Making it Right

A broken and contrite heart, O God, You will not despise. Psalm 51:17

Recently, in preparation of making some improvements in our home, I scheduled a contractor to get measurements. According to my calendar, the contractor was to arrive between 8 and 8:30am. At 8:45am, he had not arrived so I called his office thinking there may have been a miscommunication. The Scheduler informed me that the Measurement Tech was “delayed” at the shop and to expect him anytime between 9am and 12pm. “What! That’s not what you promised…” Unfortunately, my initial reaction was not pleasant nor was it positive. What’s more, the scheduler’s lack of empathy only made matters worse. By the time our conversation ended, I had certainly offended this young lady with my words. Even worse, I had damaged my Christian witness. It didn’t take long before the Holy Spirit prompted me to make it right. With brokenness and contrition, I quickly called the Scheduler to ask her forgiveness for my abrupt response. I needed to make it right.

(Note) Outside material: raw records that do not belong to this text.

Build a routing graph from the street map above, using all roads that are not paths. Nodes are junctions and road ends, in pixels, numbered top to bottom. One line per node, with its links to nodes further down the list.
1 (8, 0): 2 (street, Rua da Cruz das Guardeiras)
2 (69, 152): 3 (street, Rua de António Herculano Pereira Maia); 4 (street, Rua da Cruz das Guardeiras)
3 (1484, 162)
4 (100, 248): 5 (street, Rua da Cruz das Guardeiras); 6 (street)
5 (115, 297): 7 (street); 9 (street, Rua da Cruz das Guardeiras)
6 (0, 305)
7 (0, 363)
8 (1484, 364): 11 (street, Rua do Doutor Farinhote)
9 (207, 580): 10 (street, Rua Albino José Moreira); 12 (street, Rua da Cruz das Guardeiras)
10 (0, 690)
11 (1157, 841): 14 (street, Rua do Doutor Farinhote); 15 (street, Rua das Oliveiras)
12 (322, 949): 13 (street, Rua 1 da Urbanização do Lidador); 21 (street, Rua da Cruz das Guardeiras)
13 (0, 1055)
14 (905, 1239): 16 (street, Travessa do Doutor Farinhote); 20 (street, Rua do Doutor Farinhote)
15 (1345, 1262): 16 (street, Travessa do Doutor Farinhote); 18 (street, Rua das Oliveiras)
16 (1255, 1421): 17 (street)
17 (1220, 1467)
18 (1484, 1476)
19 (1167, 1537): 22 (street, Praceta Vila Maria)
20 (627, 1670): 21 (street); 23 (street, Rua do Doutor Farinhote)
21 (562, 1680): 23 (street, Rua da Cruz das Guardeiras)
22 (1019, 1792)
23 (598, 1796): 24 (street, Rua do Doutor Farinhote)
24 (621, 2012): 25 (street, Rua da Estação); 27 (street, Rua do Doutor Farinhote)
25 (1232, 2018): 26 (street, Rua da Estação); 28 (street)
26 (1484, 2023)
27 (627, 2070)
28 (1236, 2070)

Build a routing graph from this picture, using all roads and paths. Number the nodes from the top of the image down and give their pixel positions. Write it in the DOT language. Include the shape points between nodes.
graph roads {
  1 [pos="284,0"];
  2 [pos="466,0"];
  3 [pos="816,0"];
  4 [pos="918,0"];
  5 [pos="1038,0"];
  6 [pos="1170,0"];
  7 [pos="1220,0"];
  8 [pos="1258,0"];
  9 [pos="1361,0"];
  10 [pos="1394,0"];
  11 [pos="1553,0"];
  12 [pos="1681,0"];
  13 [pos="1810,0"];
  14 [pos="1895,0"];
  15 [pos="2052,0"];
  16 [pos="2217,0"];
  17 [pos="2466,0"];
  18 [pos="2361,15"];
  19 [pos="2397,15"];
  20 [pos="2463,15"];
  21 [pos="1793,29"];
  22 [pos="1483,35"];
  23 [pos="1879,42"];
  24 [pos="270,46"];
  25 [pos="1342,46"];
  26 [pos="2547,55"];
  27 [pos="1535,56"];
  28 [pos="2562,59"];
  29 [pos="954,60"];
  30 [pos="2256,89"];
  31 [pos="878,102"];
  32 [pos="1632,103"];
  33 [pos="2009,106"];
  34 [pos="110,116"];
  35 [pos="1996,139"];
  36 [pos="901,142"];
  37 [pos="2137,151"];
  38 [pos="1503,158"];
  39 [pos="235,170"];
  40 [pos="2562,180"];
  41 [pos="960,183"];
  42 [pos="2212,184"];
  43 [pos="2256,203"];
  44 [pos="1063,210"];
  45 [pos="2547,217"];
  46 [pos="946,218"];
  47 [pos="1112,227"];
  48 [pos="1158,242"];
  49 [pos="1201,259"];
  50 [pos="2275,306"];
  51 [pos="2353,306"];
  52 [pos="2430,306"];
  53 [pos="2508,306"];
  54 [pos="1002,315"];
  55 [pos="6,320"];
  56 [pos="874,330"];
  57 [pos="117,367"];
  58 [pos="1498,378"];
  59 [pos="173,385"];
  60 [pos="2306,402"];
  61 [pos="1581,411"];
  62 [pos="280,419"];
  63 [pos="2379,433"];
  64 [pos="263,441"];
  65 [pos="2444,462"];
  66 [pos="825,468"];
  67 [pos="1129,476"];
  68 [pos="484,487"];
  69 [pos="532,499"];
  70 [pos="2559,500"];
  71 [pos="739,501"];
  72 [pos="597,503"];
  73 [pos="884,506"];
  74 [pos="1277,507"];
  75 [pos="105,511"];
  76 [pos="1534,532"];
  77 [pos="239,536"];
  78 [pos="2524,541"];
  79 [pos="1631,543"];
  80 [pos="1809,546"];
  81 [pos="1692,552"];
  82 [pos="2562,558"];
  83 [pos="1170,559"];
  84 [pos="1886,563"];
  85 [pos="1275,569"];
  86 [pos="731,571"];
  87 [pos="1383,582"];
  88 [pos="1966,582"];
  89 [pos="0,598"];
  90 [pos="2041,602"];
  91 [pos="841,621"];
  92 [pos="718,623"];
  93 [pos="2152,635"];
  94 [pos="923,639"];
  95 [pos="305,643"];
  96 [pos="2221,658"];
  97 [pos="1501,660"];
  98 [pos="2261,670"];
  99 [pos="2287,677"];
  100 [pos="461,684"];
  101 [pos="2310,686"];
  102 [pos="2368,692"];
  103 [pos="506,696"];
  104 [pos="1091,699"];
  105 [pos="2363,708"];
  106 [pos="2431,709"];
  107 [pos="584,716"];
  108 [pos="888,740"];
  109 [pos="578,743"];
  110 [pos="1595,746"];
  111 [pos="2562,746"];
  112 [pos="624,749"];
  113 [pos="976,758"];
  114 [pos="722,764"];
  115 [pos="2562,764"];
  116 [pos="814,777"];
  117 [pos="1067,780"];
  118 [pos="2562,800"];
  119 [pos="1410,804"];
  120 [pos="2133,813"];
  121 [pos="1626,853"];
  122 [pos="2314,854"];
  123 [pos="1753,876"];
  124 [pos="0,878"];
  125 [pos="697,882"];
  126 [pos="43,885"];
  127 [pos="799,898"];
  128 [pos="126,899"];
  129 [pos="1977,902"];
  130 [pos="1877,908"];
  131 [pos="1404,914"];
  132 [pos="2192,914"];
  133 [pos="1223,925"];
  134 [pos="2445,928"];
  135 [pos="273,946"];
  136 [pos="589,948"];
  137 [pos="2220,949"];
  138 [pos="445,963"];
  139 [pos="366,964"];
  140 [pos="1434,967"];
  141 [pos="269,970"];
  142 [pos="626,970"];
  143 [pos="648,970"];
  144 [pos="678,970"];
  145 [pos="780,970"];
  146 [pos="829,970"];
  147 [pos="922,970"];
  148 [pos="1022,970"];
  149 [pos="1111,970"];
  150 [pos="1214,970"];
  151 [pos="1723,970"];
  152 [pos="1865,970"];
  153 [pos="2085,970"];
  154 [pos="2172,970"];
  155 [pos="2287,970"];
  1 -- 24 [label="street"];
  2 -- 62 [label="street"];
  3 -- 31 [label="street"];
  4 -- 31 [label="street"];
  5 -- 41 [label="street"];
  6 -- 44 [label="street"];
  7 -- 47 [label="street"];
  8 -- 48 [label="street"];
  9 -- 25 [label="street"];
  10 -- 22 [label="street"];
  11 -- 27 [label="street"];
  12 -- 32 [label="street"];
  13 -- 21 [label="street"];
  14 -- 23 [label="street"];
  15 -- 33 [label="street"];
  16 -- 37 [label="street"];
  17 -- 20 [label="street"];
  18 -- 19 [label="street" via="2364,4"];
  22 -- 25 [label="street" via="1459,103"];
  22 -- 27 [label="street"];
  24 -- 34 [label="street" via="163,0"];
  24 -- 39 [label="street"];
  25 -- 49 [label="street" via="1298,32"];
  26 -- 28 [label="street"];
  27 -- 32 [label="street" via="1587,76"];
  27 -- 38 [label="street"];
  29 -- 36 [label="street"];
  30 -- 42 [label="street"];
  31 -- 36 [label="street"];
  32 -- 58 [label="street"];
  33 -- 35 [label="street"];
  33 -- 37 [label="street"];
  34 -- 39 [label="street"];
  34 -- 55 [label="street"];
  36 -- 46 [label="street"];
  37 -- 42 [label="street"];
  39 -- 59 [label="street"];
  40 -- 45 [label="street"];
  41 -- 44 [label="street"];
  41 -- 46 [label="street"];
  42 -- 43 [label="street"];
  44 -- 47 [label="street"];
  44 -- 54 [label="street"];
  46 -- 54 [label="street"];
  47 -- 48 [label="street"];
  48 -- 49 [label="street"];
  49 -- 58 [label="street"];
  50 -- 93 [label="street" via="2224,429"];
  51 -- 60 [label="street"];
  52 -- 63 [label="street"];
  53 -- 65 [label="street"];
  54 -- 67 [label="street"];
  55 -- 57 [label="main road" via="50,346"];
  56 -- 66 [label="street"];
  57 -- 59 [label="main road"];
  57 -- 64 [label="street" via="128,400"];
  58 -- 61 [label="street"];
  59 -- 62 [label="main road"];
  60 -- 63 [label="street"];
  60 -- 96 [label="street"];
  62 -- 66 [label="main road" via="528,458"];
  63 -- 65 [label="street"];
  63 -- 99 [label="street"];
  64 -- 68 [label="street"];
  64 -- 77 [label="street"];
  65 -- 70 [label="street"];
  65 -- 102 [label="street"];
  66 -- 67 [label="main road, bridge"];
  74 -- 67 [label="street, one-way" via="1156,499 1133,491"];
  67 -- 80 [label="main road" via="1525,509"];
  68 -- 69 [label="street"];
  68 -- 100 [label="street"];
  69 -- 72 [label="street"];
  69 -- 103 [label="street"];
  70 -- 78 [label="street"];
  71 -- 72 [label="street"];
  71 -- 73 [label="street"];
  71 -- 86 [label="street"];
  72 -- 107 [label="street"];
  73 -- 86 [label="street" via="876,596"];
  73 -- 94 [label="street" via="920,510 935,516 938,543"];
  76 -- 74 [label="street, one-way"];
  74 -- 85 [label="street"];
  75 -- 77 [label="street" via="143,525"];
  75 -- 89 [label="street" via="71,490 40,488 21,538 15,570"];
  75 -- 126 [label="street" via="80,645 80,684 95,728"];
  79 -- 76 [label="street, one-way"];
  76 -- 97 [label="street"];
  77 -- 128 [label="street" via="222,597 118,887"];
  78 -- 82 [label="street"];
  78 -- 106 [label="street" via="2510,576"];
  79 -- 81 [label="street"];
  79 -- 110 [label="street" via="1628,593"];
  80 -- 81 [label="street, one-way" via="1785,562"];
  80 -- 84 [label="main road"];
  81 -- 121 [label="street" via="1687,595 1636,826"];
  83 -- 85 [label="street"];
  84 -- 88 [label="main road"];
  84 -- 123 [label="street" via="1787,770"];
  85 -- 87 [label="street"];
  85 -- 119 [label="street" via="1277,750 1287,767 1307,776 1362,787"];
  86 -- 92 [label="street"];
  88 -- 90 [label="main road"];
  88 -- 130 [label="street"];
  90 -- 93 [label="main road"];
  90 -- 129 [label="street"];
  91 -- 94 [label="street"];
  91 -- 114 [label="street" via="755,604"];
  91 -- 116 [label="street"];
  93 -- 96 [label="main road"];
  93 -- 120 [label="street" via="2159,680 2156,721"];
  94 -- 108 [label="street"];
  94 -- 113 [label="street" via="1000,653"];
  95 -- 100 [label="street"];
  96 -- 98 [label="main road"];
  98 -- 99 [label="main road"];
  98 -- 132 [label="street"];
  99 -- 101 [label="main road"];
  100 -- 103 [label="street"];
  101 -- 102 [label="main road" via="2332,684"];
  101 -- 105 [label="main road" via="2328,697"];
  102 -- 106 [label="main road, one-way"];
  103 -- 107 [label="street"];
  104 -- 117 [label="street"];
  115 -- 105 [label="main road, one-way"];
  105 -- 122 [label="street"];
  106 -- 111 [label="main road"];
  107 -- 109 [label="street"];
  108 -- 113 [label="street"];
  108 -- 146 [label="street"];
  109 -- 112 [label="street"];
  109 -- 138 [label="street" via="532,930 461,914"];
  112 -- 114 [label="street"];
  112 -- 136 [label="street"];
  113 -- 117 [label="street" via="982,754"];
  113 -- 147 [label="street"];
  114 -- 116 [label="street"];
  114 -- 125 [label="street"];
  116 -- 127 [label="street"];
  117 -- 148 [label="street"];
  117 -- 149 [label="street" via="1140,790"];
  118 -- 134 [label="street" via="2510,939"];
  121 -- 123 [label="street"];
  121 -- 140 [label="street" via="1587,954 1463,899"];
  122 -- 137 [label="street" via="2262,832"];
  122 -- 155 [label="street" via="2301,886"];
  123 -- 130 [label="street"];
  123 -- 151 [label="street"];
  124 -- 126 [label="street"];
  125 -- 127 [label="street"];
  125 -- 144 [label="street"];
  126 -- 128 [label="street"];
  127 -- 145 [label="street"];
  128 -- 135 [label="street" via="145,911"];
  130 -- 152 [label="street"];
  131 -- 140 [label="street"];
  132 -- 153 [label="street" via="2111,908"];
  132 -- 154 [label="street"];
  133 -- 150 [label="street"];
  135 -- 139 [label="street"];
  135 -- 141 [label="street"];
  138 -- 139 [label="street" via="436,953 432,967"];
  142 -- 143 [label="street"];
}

We’ve all offended someone and, too often, we feel it’s justified. However, it’s not right even when we have been wronged. Have you offended someone at work and need to make it right? If so, consider the words of the Psalmist; “A broken and contrite heart, O God, You will not despise”. God stresses the importance of communicating with sincere humility and genuine repentance to anyone we might have offended. Making it right requires we go to that person and ask for forgiveness. It also means we decide to change our behavior to ensure it doesn’t happen again. Furthermore, we are to resist the temptation to justify what we’ve done and accept full responsibility for our actions. Making it right requires a right response regardless of whether the one whom we’ve offended grants forgiveness. “For if you forgive others their trespasses, your heavenly Father will also forgive you” Matthew 6:14.

Our workplace challenge is to consider whom we might have offended. If you identify someone, seek first to be empathic and think about how the offence may have hurt the other person. Try to understand what they felt and the distress it may have caused. Then, with brokenness and contrition, go and make it right for His glory.